I have always understood that the first composite gliders were well
over-engineered, because the manufacturers were dealing with a new
technology and did not want any risk of failure. I have not heard of any
problems with old glass gliders due simply to age or high hours.
As designers and manufacturers have gained experience I imagine they have
been able to design and build to the limits rather than way past them, so
gaining performance and reducing cost. There are a number of cases where
older designs have had the limitations increased without any modification to
the airframe.
Perhaps one problem we now have is stall/spin recovery. The usual cause of
disaster from a stall/spin is hitting something (usually the ground) before
recovering to normal flight.
There is another problem, flying outside limits while recovering to normal
flight. This can happen with any type if the recovery is handled badly, I
have known of cases involving a Ka6E and more than one K13.
Modern types of glider are easy to fly, and normally reluctant to depart
into
an inadvertent stall/spin (and often difficult to make spin deliberately).
However, many of them can depart violently into a steep spin, and recovery
has to be immediate and correct or Vne will be exceeded. This is most
likely to happen when ballasted and thermalling hard in strong lift.
I know of three fatal accidents where it appears that the glider went
outside limits while recovering from what appeared to be an inadvertent
stall/spin recovery.
1. ASW20CL at Dunstable (I think more than 10years ago), the glider
reached a speed in the dive which made the dive irrecoverable; the C. of G.
may have been aft of limit.
2. Nimbus 4DM at Minden on 13th July 1999.
http://www.ntsb.gov/publictn/publictn.htm , then
http://www.ntsb.gov/publictn/2002/AAB0206.htm or
http://www.ntsb.gov/publictn/2002/AAB0206.pdf .
From the report it would appear that the glider departed into a stall/spin
while thermalling, and was overstressed in the subsequent dive while
recovering.
The brakes opened during the recovery, which reduced the 'g' limitations;
correspondence to Rec.
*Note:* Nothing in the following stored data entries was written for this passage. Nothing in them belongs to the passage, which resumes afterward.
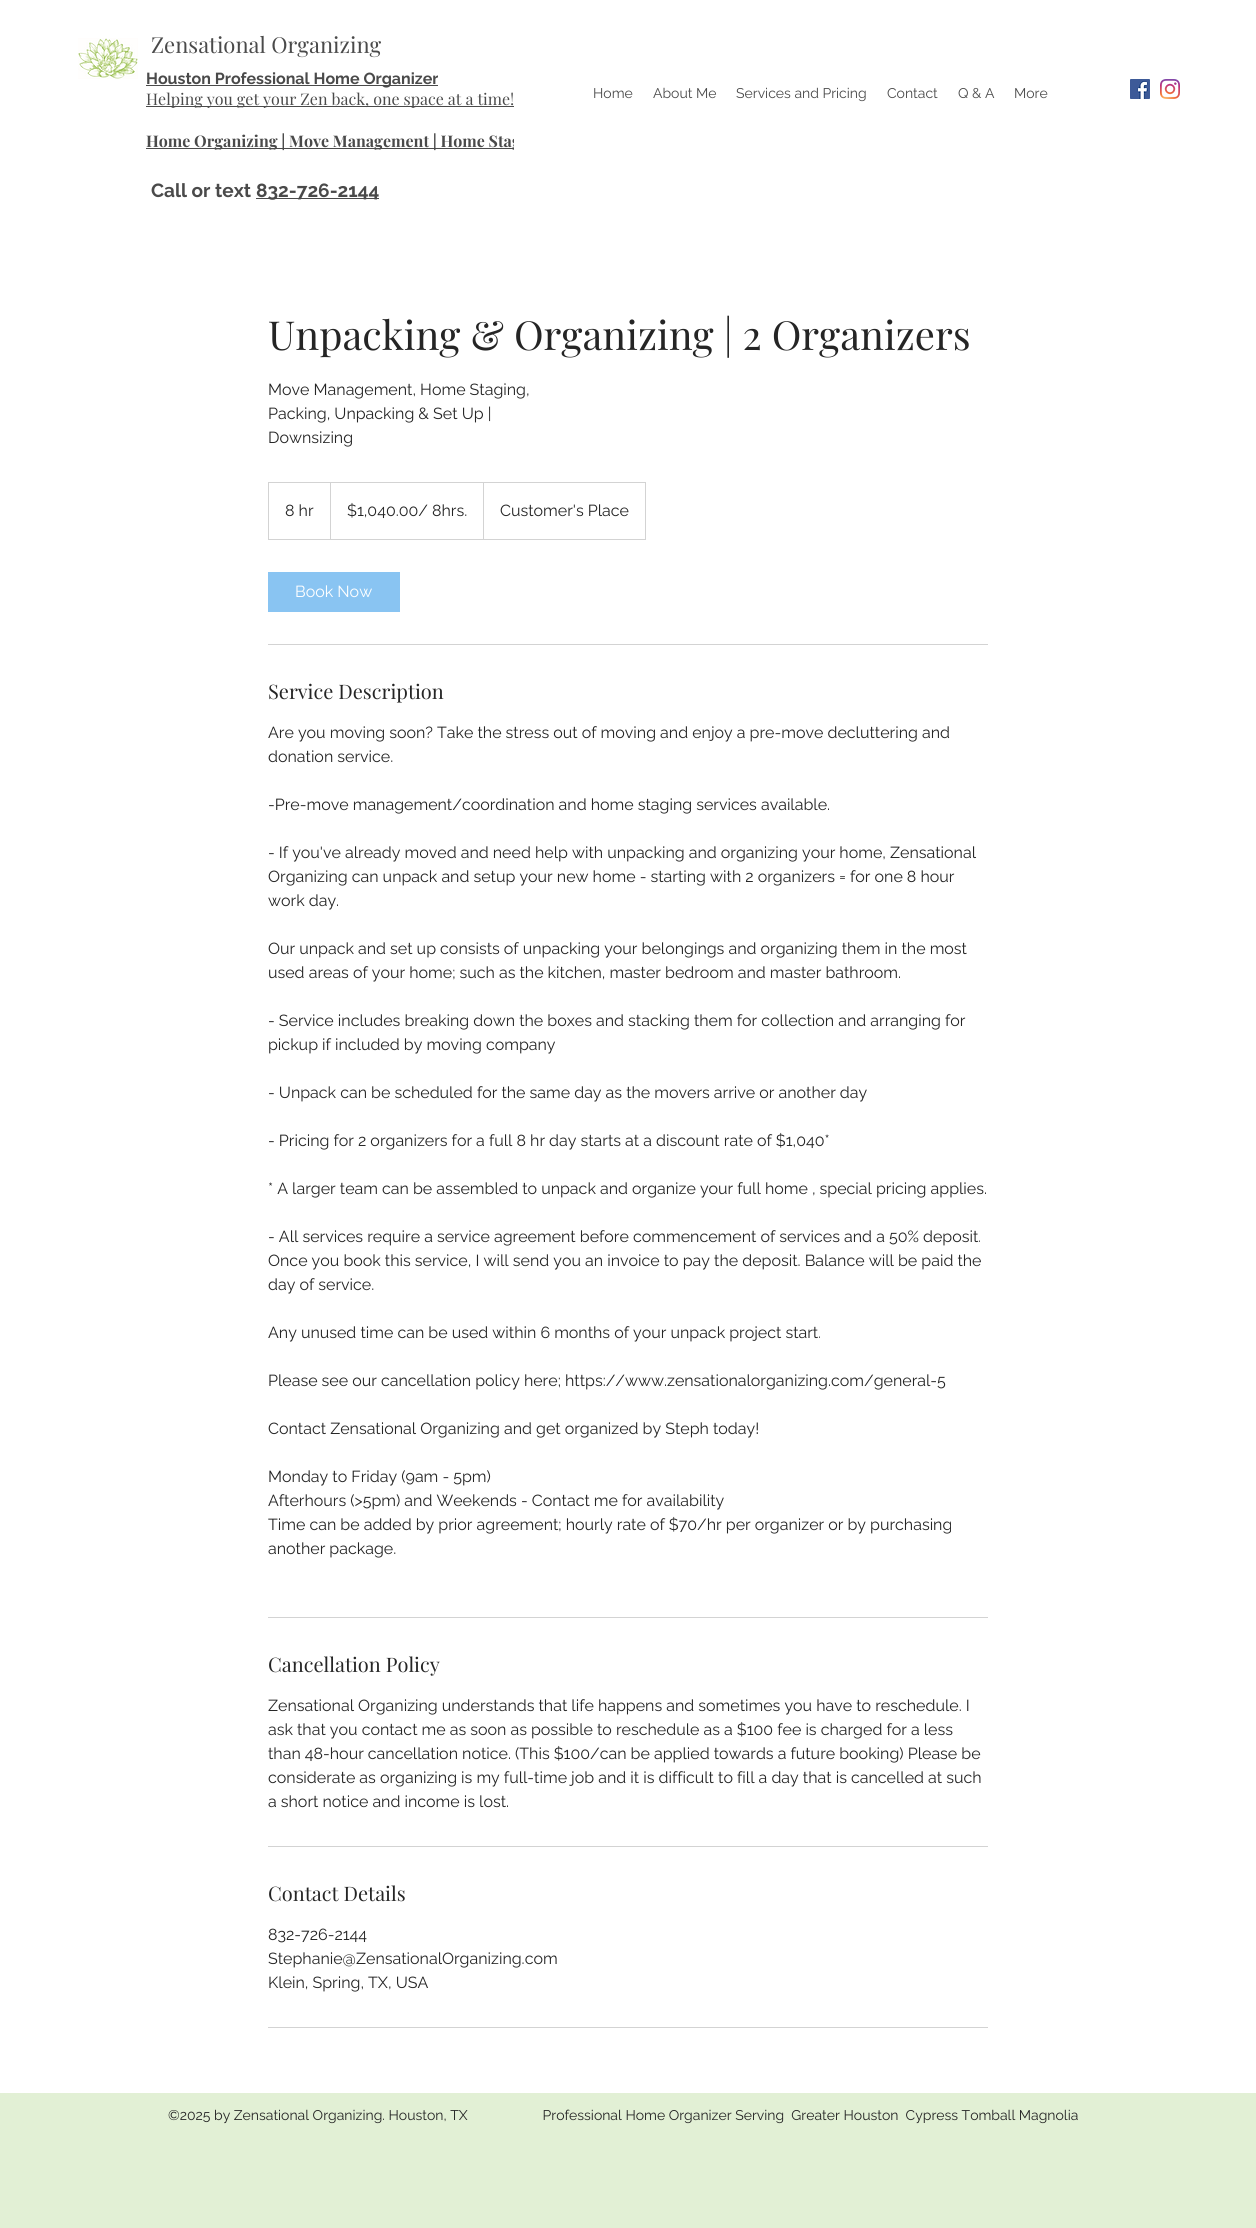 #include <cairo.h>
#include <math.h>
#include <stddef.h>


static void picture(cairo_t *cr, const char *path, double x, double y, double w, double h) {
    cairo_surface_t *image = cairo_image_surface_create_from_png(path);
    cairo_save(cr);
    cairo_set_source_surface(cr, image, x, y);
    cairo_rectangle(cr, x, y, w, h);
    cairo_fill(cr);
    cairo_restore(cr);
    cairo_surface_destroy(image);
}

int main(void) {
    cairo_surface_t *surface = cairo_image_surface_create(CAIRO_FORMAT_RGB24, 1256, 2228);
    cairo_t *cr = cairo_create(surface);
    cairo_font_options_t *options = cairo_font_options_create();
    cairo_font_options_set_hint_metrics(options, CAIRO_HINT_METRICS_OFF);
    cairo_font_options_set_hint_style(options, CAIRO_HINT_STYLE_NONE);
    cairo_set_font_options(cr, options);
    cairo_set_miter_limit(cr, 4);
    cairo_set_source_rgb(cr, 1, 1, 1);
    cairo_paint(cr);
    picture(cr, "img1.png", 78, 38, 60, 41);
    cairo_select_font_face(cr, "Playfair Display", CAIRO_FONT_SLANT_NORMAL, CAIRO_FONT_WEIGHT_NORMAL);
    cairo_set_font_size(cr, 22);
    cairo_set_source_rgb(cr, 0.29, 0.29, 0.29);
    cairo_move_to(cr, 151, 53);
    cairo_show_text(cr, "Zensational Organizing");
    cairo_rectangle(cr, 146, 85, 292, 1);
    cairo_fill(cr);
    cairo_select_font_face(cr, "Raleway", CAIRO_FONT_SLANT_NORMAL, CAIRO_FONT_WEIGHT_BOLD);
    cairo_set_font_size(cr, 16);
    cairo_move_to(cr, 146, 84);
    cairo_show_text(cr, "Houston Professional Home Organizer");
    cairo_rectangle(cr, 146, 106, 368, 1);
    cairo_fill(cr);
    cairo_select_font_face(cr, "Playfair Display", CAIRO_FONT_SLANT_NORMAL, CAIRO_FONT_WEIGHT_NORMAL);
    cairo_move_to(cr, 146, 105);
    cairo_show_text(cr, "Helping you get your Zen back, one space at a time!");
    cairo_rectangle(cr, 146, 148, 368, 1);
    cairo_fill(cr);
    cairo_select_font_face(cr, "Playfair Display", CAIRO_FONT_SLANT_NORMAL, CAIRO_FONT_WEIGHT_BOLD);
    cairo_move_to(cr, 146, 147);
    cairo_show_text(cr, "Home Organizing | Move Management | Home Stag");
    cairo_select_font_face(cr, "Raleway", CAIRO_FONT_SLANT_NORMAL, CAIRO_FONT_WEIGHT_BOLD);
    cairo_set_font_size(cr, 19);
    cairo_move_to(cr, 151, 197);
    cairo_show_text(cr, "Call or text");
    cairo_rectangle(cr, 256, 198, 123, 1);
    cairo_fill(cr);
    cairo_move_to(cr, 256, 197);
    cairo_show_text(cr, "832-726-2144");
    cairo_select_font_face(cr, "Raleway", CAIRO_FONT_SLANT_NORMAL, CAIRO_FONT_WEIGHT_NORMAL);
    cairo_set_font_size(cr, 14);
    cairo_move_to(cr, 593, 98);
    cairo_show_text(cr, "Home");
    cairo_move_to(cr, 653, 98);
    cairo_show_text(cr, "About Me");
    cairo_move_to(cr, 736, 98);
    cairo_show_text(cr, "Services and Pricing");
    cairo_move_to(cr, 887, 98);
    cairo_show_text(cr, "Contact");
    cairo_move_to(cr, 958, 98);
    cairo_show_text(cr, "Q & A");
    cairo_move_to(cr, 1014, 98);
    cairo_show_text(cr, "More");
    picture(cr, "img2.png", 1130, 79, 20, 20);
    picture(cr, "img3.png", 1160, 79, 20, 20);
    cairo_set_source_rgb(cr, 1, 1, 1);
    cairo_rectangle(cr, 514, 138, 7, 12);
    cairo_fill(cr);
    cairo_select_font_face(cr, "Playfair Display", CAIRO_FONT_SLANT_NORMAL, CAIRO_FONT_WEIGHT_NORMAL);
    cairo_set_font_size(cr, 40);
    cairo_set_source_rgb(cr, 0.145, 0.145, 0.145);
    cairo_move_to(cr, 268, 350);
    cairo_show_text(cr, "Unpacking & Organizing | 2 Organizers");
    cairo_select_font_face(cr, "Raleway", CAIRO_FONT_SLANT_NORMAL, CAIRO_FONT_WEIGHT_NORMAL);
    cairo_set_font_size(cr, 16);
    cairo_move_to(cr, 268, 395);
    cairo_show_text(cr, "Move Management, Home Staging,");
    cairo_move_to(cr, 268, 419);
    cairo_show_text(cr, "Packing, Unpacking & Set Up |");
    cairo_move_to(cr, 268, 443);
    cairo_show_text(cr, "Downsizing");
    cairo_rectangle(cr, 268.5, 482.5, 377, 57);
    cairo_set_source_rgb(cr, 0.827, 0.827, 0.827);
    cairo_set_line_width(cr, 1);
    cairo_stroke(cr);
    cairo_set_source_rgb(cr, 0.145, 0.145, 0.145);
    cairo_move_to(cr, 285, 516);
    cairo_show_text(cr, "8 hr");
    cairo_set_source_rgb(cr, 0.827, 0.827, 0.827);
    cairo_new_path(cr);
    cairo_move_to(cr, 330, 539);
    cairo_line_to(cr, 330, 482);
    cairo_line_to(cr, 331, 483);
    cairo_line_to(cr, 331, 539);
    cairo_close_path(cr);
    cairo_fill(cr);
    cairo_set_source_rgb(cr, 0.145, 0.145, 0.145);
    cairo_move_to(cr, 347, 516);
    cairo_show_text(cr, "$1,040.00/ 8hrs.");
    cairo_set_source_rgb(cr, 0.827, 0.827, 0.827);
    cairo_new_path(cr);
    cairo_move_to(cr, 483, 539);
    cairo_line_to(cr, 483, 482);
    cairo_line_to(cr, 484, 483);
    cairo_line_to(cr, 484, 539);
    cairo_close_path(cr);
    cairo_fill(cr);
    cairo_set_source_rgb(cr, 0.145, 0.145, 0.145);
    cairo_move_to(cr, 500, 516);
    cairo_show_text(cr, "Customer's Place");
    cairo_set_source_rgb(cr, 0.537, 0.769, 0.949);
    cairo_rectangle(cr, 268, 572, 132, 40);
    cairo_fill(cr);
    cairo_set_source_rgb(cr, 1, 1, 1);
    cairo_move_to(cr, 295, 597);
    cairo_show_text(cr, "Book Now");
    cairo_set_source_rgb(cr, 0.827, 0.827, 0.827);
    cairo_rectangle(cr, 268, 644, 720, 1);
    cairo_fill(cr);
    cairo_select_font_face(cr, "Playfair Display", CAIRO_FONT_SLANT_NORMAL, CAIRO_FONT_WEIGHT_NORMAL);
    cairo_set_font_size(cr, 20);
    cairo_set_source_rgb(cr, 0.145, 0.145, 0.145);
    cairo_move_to(cr, 268, 699);
    cairo_show_text(cr, "Service Description");
    cairo_select_font_face(cr, "Raleway", CAIRO_FONT_SLANT_NORMAL, CAIRO_FONT_WEIGHT_NORMAL);
    cairo_set_font_size(cr, 16);
    cairo_move_to(cr, 268, 738);
    cairo_show_text(cr, "Are you moving soon? Take the stress out of moving and enjoy a pre-move decluttering and");
    cairo_move_to(cr, 268, 762);
    cairo_show_text(cr, "donation service.");
    cairo_move_to(cr, 268, 810);
    cairo_show_text(cr, "-Pre-move management/coordination and home staging services available.");
    cairo_move_to(cr, 268, 858);
    cairo_show_text(cr, "- If you've already moved and need help with unpacking and organizing your home, Zensational");
    cairo_move_to(cr, 268, 882);
    cairo_show_text(cr, "Organizing can unpack and setup your new home - starting with 2 organizers = for one 8 hour");
    cairo_move_to(cr, 268, 906);
    cairo_show_text(cr, "work day.");
    cairo_move_to(cr, 268, 954);
    cairo_show_text(cr, "Our unpack and set up consists of unpacking your belongings and organizing them in the most");
    cairo_move_to(cr, 268, 978);
    cairo_show_text(cr, "used areas of your home; such as the kitchen, master bedroom and master bathroom.");
    cairo_move_to(cr, 268, 1026);
    cairo_show_text(cr, "- Service includes breaking down the boxes and stacking them for collection and arranging for");
    cairo_move_to(cr, 268, 1050);
    cairo_show_text(cr, "pickup if included by moving company");
    cairo_move_to(cr, 268, 1098);
    cairo_show_text(cr, "- Unpack can be scheduled for the same day as the movers arrive or another day");
    cairo_move_to(cr, 268, 1146);
    cairo_show_text(cr, "- Pricing for 2 organizers for a full 8 hr day starts at a discount rate of $1,040*");
    cairo_move_to(cr, 268, 1194);
    cairo_show_text(cr, "* A larger team can be assembled to unpack and organize your full home , special pricing applies.");
    cairo_move_to(cr, 268, 1242);
    cairo_show_text(cr, "- All services require a service agreement before commencement of services and a 50% deposit.");
    cairo_move_to(cr, 268, 1266);
    cairo_show_text(cr, "Once you book this service, I will send you an invoice to pay the deposit. Balance will be paid the");
    cairo_move_to(cr, 268, 1290);
    cairo_show_text(cr, "day of service.");
    cairo_move_to(cr, 268, 1338);
    cairo_show_text(cr, "Any unused time can be used within 6 months of your unpack project start.");
    cairo_move_to(cr, 268, 1386);
    cairo_show_text(cr, "Please see our cancellation policy here; https://www.zensationalorganizing.com/general-5");
    cairo_move_to(cr, 268, 1434);
    cairo_show_text(cr, "Contact Zensational Organizing and get organized by Steph today!");
    cairo_move_to(cr, 268, 1482);
    cairo_show_text(cr, "Monday to Friday (9am - 5pm)");
    cairo_move_to(cr, 268, 1506);
    cairo_show_text(cr, "Afterhours (>5pm) and Weekends - Contact me for availability");
    cairo_move_to(cr, 268, 1530);
    cairo_show_text(cr, "Time can be added by prior agreement; hourly rate of $70/hr per organizer or by purchasing");
    cairo_move_to(cr, 268, 1554);
    cairo_show_text(cr, "another package.");
    cairo_set_source_rgb(cr, 0.827, 0.827, 0.827);
    cairo_rectangle(cr, 268, 1617, 720, 1);
    cairo_fill(cr);
    cairo_select_font_face(cr, "Playfair Display", CAIRO_FONT_SLANT_NORMAL, CAIRO_FONT_WEIGHT_NORMAL);
    cairo_set_font_size(cr, 20);
    cairo_set_source_rgb(cr, 0.145, 0.145, 0.145);
    cairo_move_to(cr, 268, 1672);
    cairo_show_text(cr, "Cancellation Policy");
    cairo_select_font_face(cr, "Raleway", CAIRO_FONT_SLANT_NORMAL, CAIRO_FONT_WEIGHT_NORMAL);
    cairo_set_font_size(cr, 16);
    cairo_move_to(cr, 268, 1711);
    cairo_show_text(cr, "Zensational Organizing understands that life happens and sometimes you have to reschedule. I");
    cairo_move_to(cr, 268, 1735);
    cairo_show_text(cr, "ask that you contact me as soon as possible to reschedule as a $100 fee is charged for a less");
    cairo_move_to(cr, 268, 1759);
    cairo_show_text(cr, "than 48-hour cancellation notice. (This $100/can be applied towards a future booking) Please be");
    cairo_move_to(cr, 268, 1783);
    cairo_show_text(cr, "considerate as organizing is my full-time job and it is difficult to fill a day that is cancelled at such");
    cairo_move_to(cr, 268, 1807);
    cairo_show_text(cr, "a short notice and income is lost.");
    cairo_set_source_rgb(cr, 0.827, 0.827, 0.827);
    cairo_rectangle(cr, 268, 1846, 720, 1);
    cairo_fill(cr);
    cairo_select_font_face(cr, "Playfair Display", CAIRO_FONT_SLANT_NORMAL, CAIRO_FONT_WEIGHT_NORMAL);
    cairo_set_font_size(cr, 20);
    cairo_set_source_rgb(cr, 0.145, 0.145, 0.145);
    cairo_move_to(cr, 268, 1901);
    cairo_show_text(cr, "Contact Details");
    cairo_select_font_face(cr, "Raleway", CAIRO_FONT_SLANT_NORMAL, CAIRO_FONT_WEIGHT_NORMAL);
    cairo_set_font_size(cr, 16);
    cairo_move_to(cr, 268, 1940);
    cairo_show_text(cr, "832-726-2144");
    cairo_move_to(cr, 268, 1964);
    cairo_show_text(cr, "Stephanie@ZensationalOrganizing.com");
    cairo_move_to(cr, 268, 1988);
    cairo_show_text(cr, "Klein, Spring, TX, USA");
    cairo_set_source_rgb(cr, 0.827, 0.827, 0.827);
    cairo_rectangle(cr, 268, 2027, 720, 1);
    cairo_fill(cr);
    cairo_set_source_rgb(cr, 0.886, 0.941, 0.835);
    cairo_rectangle(cr, 0, 2093, 1256, 135);
    cairo_fill(cr);
    cairo_set_font_size(cr, 14);
    cairo_set_source_rgb(cr, 0.145, 0.145, 0.145);
    cairo_move_to(cr, 168, 2120);
    cairo_show_text(cr, "©2025 by Zensational Organizing. Houston, TX                     Professional Home Organizer Serving  Greater Houston  Cypress Tomball Magnolia");
    cairo_surface_write_to_png(surface, "page.png");
    cairo_font_options_destroy(options);
    cairo_destroy(cr);
    cairo_surface_destroy(surface);
    return 0;
}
Aviation Soaring indicates that some pilots have
experienced inadvertent deployment of the brakes on this type of glider.
There was also a suggestion that the pilots may have been incapacitated by a
problem with their oxygen system, thought there was no evidence to back
this.
3. Nimbus 4DM in Spain 1999.
Referred to in the report of the Minden accident above.
Quote: "the pilot stated they were in a turn when a heavy thermal caused the
glider to enter a steep descending spiral. The pilot could not recover the
aircraft from the spiral and the glider quickly exceeded Vne. The pilot
then reported that the right wing failed and he bailed out." The second
pilot was unable to bail out.
W.J. (Bill) Dean (U.K.).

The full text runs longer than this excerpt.